Rubai türünün son ustalarındandır.
BAŞLICA ESERLERİ:
ŞİİR: Bir Bayrak Rüzgar Bekliyor, Kökler ve Dallar, Dualar ve Aminler

KEMALETTİN KAMU (1901-1948)
Vatan sevgisini, aşk, gurbet ve doğa sevgisini işlediği şiirleriyle tanınır.
“Bingöl Çobanları” adlı pastoral şiiri oldukça ünlüdür.
ESERLERİ
ŞİİR: Gurbet, Bingöl Çobanları


ZEKİ ÖMER DEFNE (1903-1992)
Anadolu'yu şiirlerinin ana teması olarak aldı.
Yurt güzellemeleriyle tanındı. Yazdığı yurt güzellemeleri şiirlerinde Erzurum, Eğin, Ilgaz, Isparta, Bursa, İstanbul, Konya illerini çeşitli özellikleriyle tanıttı.
ŞİİR: Denizden Çalınmış Ülke, Sessiz Nehir, Kardelenler

BEŞ HECECİLER
Milli edebiyat akımından etkilenmiş ve şiirlerinde hece veznini kullanmışlardır.
İlk şiirlerinde aruz veznini kullanmışlar daha sonra heceye geçmişlerdir.
Halk şiiri geleneğinden faydalanmışlardır.
Şiirde sade ve özentisiz olmayı ve süsten uzak olmayı tercih etmişlerdir.
Şiirde memleket sevgisi, yurdun güzellikleri, kahramanlıklar ve yiğitlik gibi temaları işlemişlerdir.
Beş hececiler şu sanatçılardan oluşmuştur: Faruk Nafiz Çamlıbel, Yusuf Ziya Ortaç, Enis Behiç Koryürek, Halit Fahri Ozansoy, Orhan Seyfi Orhon (FEYHO)

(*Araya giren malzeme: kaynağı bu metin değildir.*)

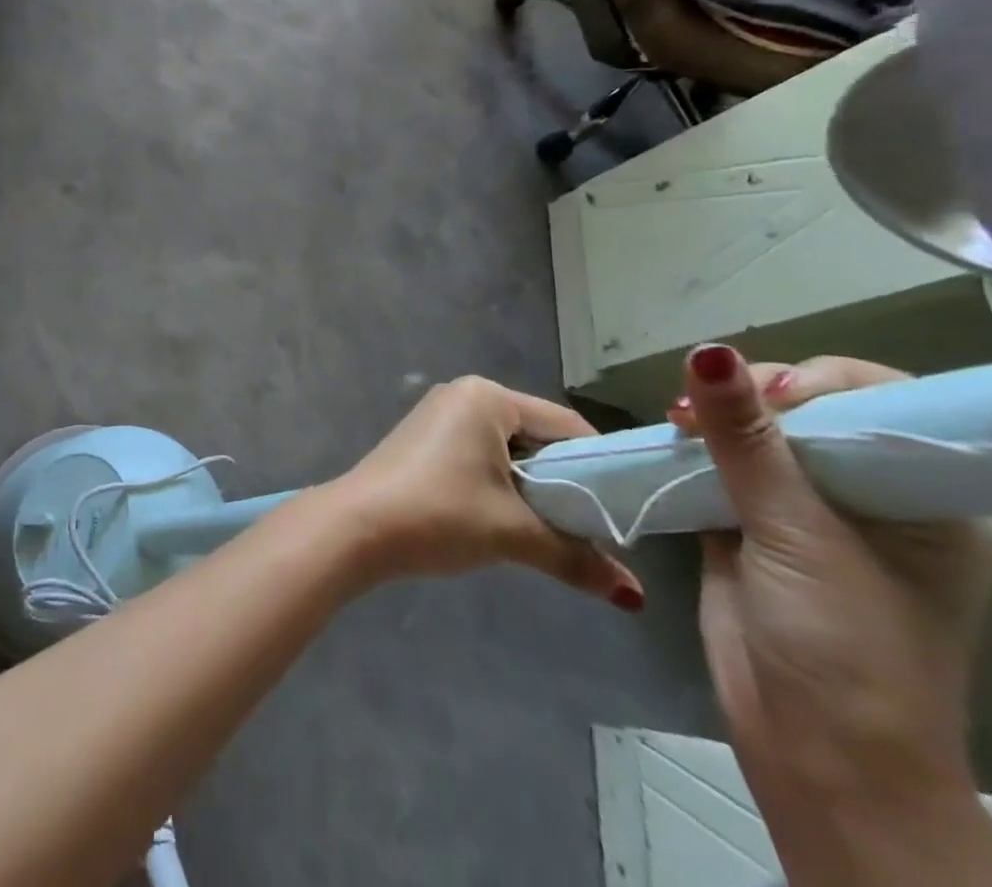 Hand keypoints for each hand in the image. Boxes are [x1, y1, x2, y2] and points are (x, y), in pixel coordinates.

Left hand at [328, 375, 644, 609]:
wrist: (357, 527)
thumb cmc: (440, 514)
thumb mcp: (513, 534)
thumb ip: (576, 559)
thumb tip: (634, 596)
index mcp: (488, 397)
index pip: (566, 425)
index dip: (601, 467)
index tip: (627, 510)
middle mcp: (464, 395)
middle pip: (537, 436)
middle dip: (566, 482)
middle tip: (594, 530)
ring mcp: (440, 415)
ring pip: (508, 449)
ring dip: (533, 489)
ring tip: (558, 533)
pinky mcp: (425, 440)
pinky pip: (481, 454)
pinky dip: (502, 484)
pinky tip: (512, 521)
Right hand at [676, 347, 991, 804]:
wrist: (813, 751)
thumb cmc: (843, 645)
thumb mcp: (797, 533)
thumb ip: (747, 438)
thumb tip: (708, 351)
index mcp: (921, 499)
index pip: (878, 402)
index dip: (821, 382)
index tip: (766, 392)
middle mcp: (868, 496)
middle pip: (808, 410)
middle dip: (753, 395)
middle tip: (701, 406)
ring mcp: (806, 512)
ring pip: (756, 434)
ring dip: (713, 419)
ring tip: (676, 419)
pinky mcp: (751, 525)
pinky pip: (720, 464)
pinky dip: (693, 447)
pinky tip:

FARUK NAFİZ ÇAMLIBEL (1898–1973)
Beş hececilerin en güçlü temsilcisidir.
Anadolu’yu gerçek anlamda şiire konu edinen ilk sanatçımızdır.
Şiirlerinde Anadolu’yu ve memleket sevgisini anlatır. Anadolu’yu karış karış gezerek tanığı dönemdeki şiirlerinde derin bir memleket sevgisi görülür.
Söz sanatlarına yer veren güçlü bir üslubu vardır.
Nesir alanında da önemli eserler vermiştir. Tiyatroları da oldukça başarılıdır
Han Duvarları, Çoban Çeşmesi ve Sanat şiirleri meşhurdur.
ŞİİR: Han Duvarları (Anadolu’ya yönelişi en güzel şekilde ortaya koyan şiirleri) , Dinle Neyden,
Çoban Çeşmesi, Gönülden Gönüle, Bir Ömür Böyle Geçti, Elimle Seçtiklerim, Heyecan ve Sükûn
OYUN: Özyurt, Canavar, Akın, Kahraman

ENİS BEHİÇ KORYÜREK (1892 - 1949)
Türk denizciliğinin destanlaşan şairi olarak bilinir.
Eski Korsan Hikâyeleri adlı eseriyle meşhur oldu.
ŞİİR: Güneşin Ölümü, Varidat-ı Süleyman, Miras
HATIRA Geçsin günler, haftalar, Aylar, mevsimler, yıllar... Zaman sanki bir rüzgâr Ve bir su gibi aksın...
Sen gözlerimde bir renk Kulaklarımda bir ses Ve içimde bir nefes Olarak kalacaksın... Enis Behiç Koryürek

YUSUF ZİYA ORTAÇ (1895–1967)
Mizah türünde şiir ve yazılarıyla tanınmıştır.
Akbaba adlı mizah dergisini Orhan Seyfi ile beraber çıkarmıştır.
ŞİİR: Akından Akına, Cenk Ufukları, Bir Rüzgâr Esti, Yanardağ, Âşıklar Yolu
OYUN: Binnaz (Lale devrindeki tarihi bir olayı anlatır. )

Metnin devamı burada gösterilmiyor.